Stored items:
···

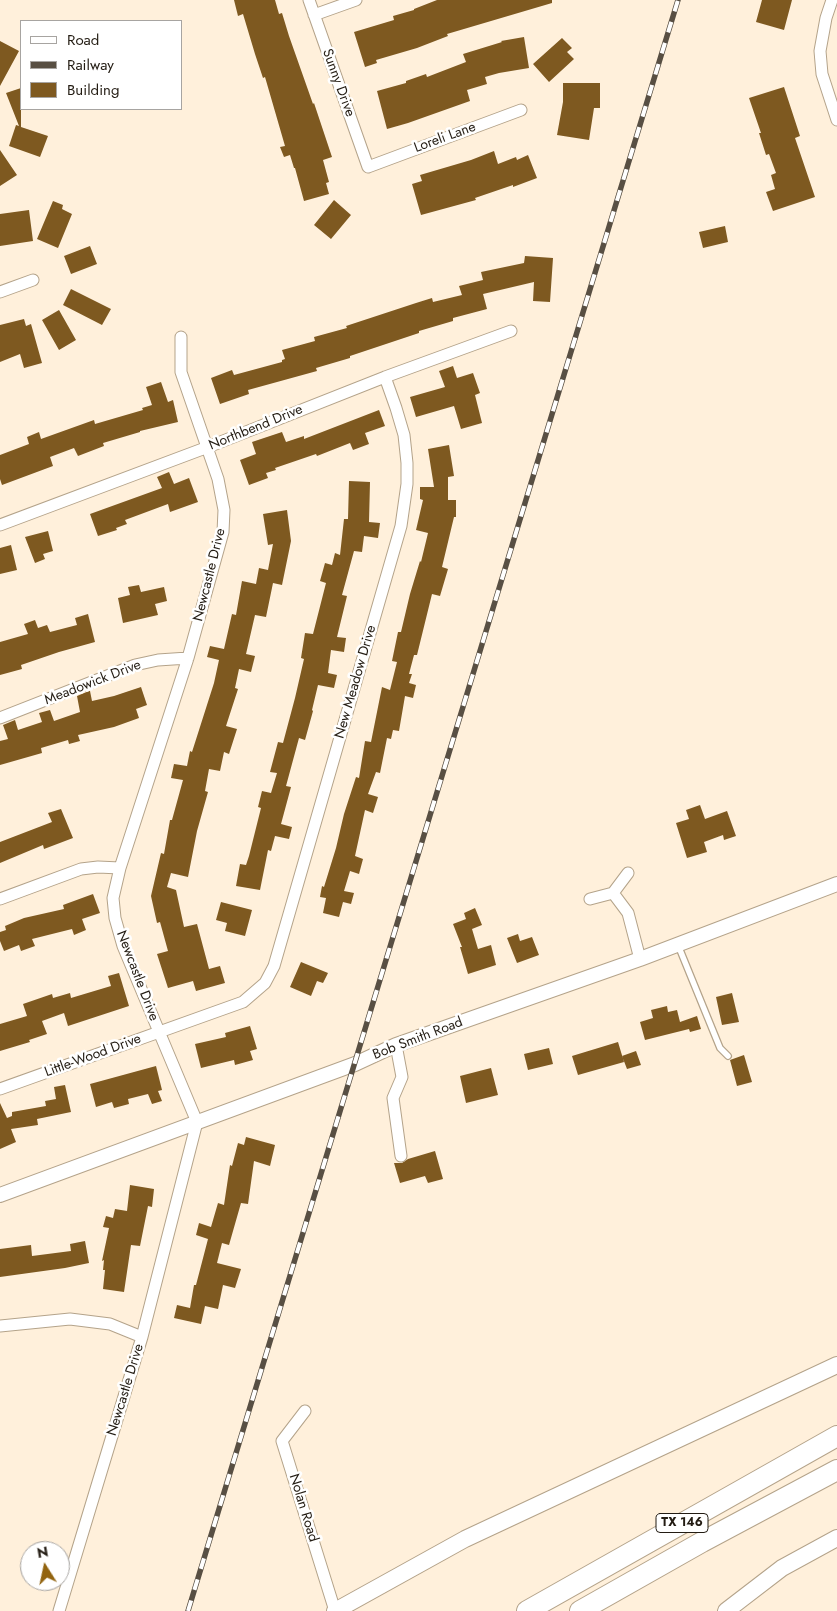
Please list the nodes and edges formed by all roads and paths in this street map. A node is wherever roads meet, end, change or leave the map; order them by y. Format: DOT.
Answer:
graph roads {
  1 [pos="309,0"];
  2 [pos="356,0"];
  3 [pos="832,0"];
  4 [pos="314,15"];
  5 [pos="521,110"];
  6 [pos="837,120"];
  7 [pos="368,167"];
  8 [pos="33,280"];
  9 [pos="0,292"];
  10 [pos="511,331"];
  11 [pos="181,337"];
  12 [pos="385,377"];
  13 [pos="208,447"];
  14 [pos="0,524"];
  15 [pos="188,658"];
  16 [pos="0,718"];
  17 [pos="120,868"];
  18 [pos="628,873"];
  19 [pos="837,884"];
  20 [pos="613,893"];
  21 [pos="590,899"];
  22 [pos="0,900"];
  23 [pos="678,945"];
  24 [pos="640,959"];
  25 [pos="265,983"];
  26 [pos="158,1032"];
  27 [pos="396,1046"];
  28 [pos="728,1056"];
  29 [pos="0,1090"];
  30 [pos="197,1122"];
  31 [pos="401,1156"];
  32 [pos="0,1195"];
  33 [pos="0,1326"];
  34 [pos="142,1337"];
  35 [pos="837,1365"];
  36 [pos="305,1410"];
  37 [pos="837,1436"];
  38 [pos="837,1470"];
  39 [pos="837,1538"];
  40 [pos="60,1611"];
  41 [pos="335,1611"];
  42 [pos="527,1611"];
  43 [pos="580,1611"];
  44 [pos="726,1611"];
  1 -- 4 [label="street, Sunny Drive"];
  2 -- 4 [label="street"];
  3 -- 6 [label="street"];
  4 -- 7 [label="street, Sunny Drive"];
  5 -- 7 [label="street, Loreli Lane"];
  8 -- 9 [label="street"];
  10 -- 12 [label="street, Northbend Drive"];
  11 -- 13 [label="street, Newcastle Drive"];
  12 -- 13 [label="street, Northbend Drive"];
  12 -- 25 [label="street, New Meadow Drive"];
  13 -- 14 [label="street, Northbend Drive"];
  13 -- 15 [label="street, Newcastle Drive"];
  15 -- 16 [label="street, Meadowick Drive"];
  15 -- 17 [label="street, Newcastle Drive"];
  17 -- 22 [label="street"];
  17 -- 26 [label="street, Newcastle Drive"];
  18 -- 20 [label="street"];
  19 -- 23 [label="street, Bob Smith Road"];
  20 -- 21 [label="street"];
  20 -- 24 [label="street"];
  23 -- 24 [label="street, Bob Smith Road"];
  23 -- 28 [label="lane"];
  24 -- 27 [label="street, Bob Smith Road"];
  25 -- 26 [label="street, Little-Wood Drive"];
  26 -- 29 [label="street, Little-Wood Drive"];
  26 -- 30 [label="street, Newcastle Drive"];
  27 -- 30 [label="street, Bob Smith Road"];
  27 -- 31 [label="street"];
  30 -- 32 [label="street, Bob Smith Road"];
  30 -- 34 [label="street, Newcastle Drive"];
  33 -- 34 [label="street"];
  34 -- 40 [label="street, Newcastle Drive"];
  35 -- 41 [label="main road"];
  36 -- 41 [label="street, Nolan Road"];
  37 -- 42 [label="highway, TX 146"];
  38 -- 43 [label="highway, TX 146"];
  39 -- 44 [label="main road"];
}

···

What needs to be done: Each line of the data above is to be output exactly; the pictures are not to appear.

Response to the exercise:
Please list the nodes and edges formed by all roads and paths in this street map. A node is wherever roads meet, end, change or leave the map; order them by y. Format: DOT.
Answer:
graph roads {
  1 [pos="309,0"];
  2 [pos="356,0"];
  3 [pos="832,0"];
  4 [pos="314,15"];
  5 [pos="521,110"];
  6 [pos="837,120"];
  7 [pos="368,167"];
  8 [pos="33,280"];
  9 [pos="0,292"];
  10 [pos="511,331"];
  11 [pos="181,337"];
  12 [pos="385,377"];
  13 [pos="208,447"];
  14 [pos="0,524"];
  15 [pos="188,658"];
  16 [pos="0,718"];
  17 [pos="120,868"];
  18 [pos="628,873"];
  19 [pos="837,884"];
  20 [pos="613,893"];
  21 [pos="590,899"];
  22 [pos="0,900"];
  23 [pos="678,945"];
  24 [pos="640,959"];
  25 [pos="265,983"];
  26 [pos="158,1032"];
  27 [pos="396,1046"];
  28 [pos="728,1056"];
  29 [pos="0,1090"];
  30 [pos="197,1122"];
  31 [pos="401,1156"];
  32 [pos="0,1195"];
  33 [pos="0,1326"];
  34 [pos="142,1337"];
  35 [pos="837,1365"];
  36 [pos="305,1410"];
  37 [pos="837,1436"];
  38 [pos="837,1470"];
  39 [pos="837,1538"];
  40 [pos="60,1611"];
  41 [pos="335,1611"];
  42 [pos="527,1611"];
  43 [pos="580,1611"];
  44 [pos="726,1611"];
  1 -- 4 [label="street, Sunny Drive"];
  2 -- 4 [label="street"];
  3 -- 6 [label="street"];
  4 -- 7 [label="street, Sunny Drive"];
  5 -- 7 [label="street, Loreli Lane"];
  8 -- 9 [label="street"];
  10 -- 12 [label="street, Northbend Drive"];
  11 -- 13 [label="street, Newcastle Drive"];
  12 -- 13 [label="street, Northbend Drive"];
  12 -- 25 [label="street, New Meadow Drive"];
  13 -- 14 [label="street, Northbend Drive"];
  13 -- 15 [label="street, Newcastle Drive"];
  15 -- 16 [label="street, Meadowick Drive"];
  15 -- 17 [label="street, Newcastle Drive"];
  17 -- 22 [label="street"];
  17 -- 26 [label="street, Newcastle Drive"];
  18 -- 20 [label="street"];
  19 -- 23 [label="street, Bob Smith Road"];
  20 -- 21 [label="street"];
  20 -- 24 [label="street"];
  23 -- 24 [label="street, Bob Smith Road"];
  23 -- 28 [label="lane"];
  24 -- 27 [label="street, Bob Smith Road"];
  25 -- 26 [label="street, Little-Wood Drive"];
  26 -- 29 [label="street, Little-Wood Drive"];
  26 -- 30 [label="street, Newcastle Drive"];
  27 -- 30 [label="street, Bob Smith Road"];
  27 -- 31 [label="street"];
  30 -- 32 [label="street, Bob Smith Road"];
  30 -- 34 [label="street, Newcastle Drive"];
  33 -- 34 [label="street"];
  34 -- 40 [label="street, Newcastle Drive"];
  35 -- 41 [label="main road"];
  36 -- 41 [label="street, Nolan Road"];
  37 -- 42 [label="highway, TX 146"];
  38 -- 43 [label="highway, TX 146"];
  39 -- 44 [label="main road"];
}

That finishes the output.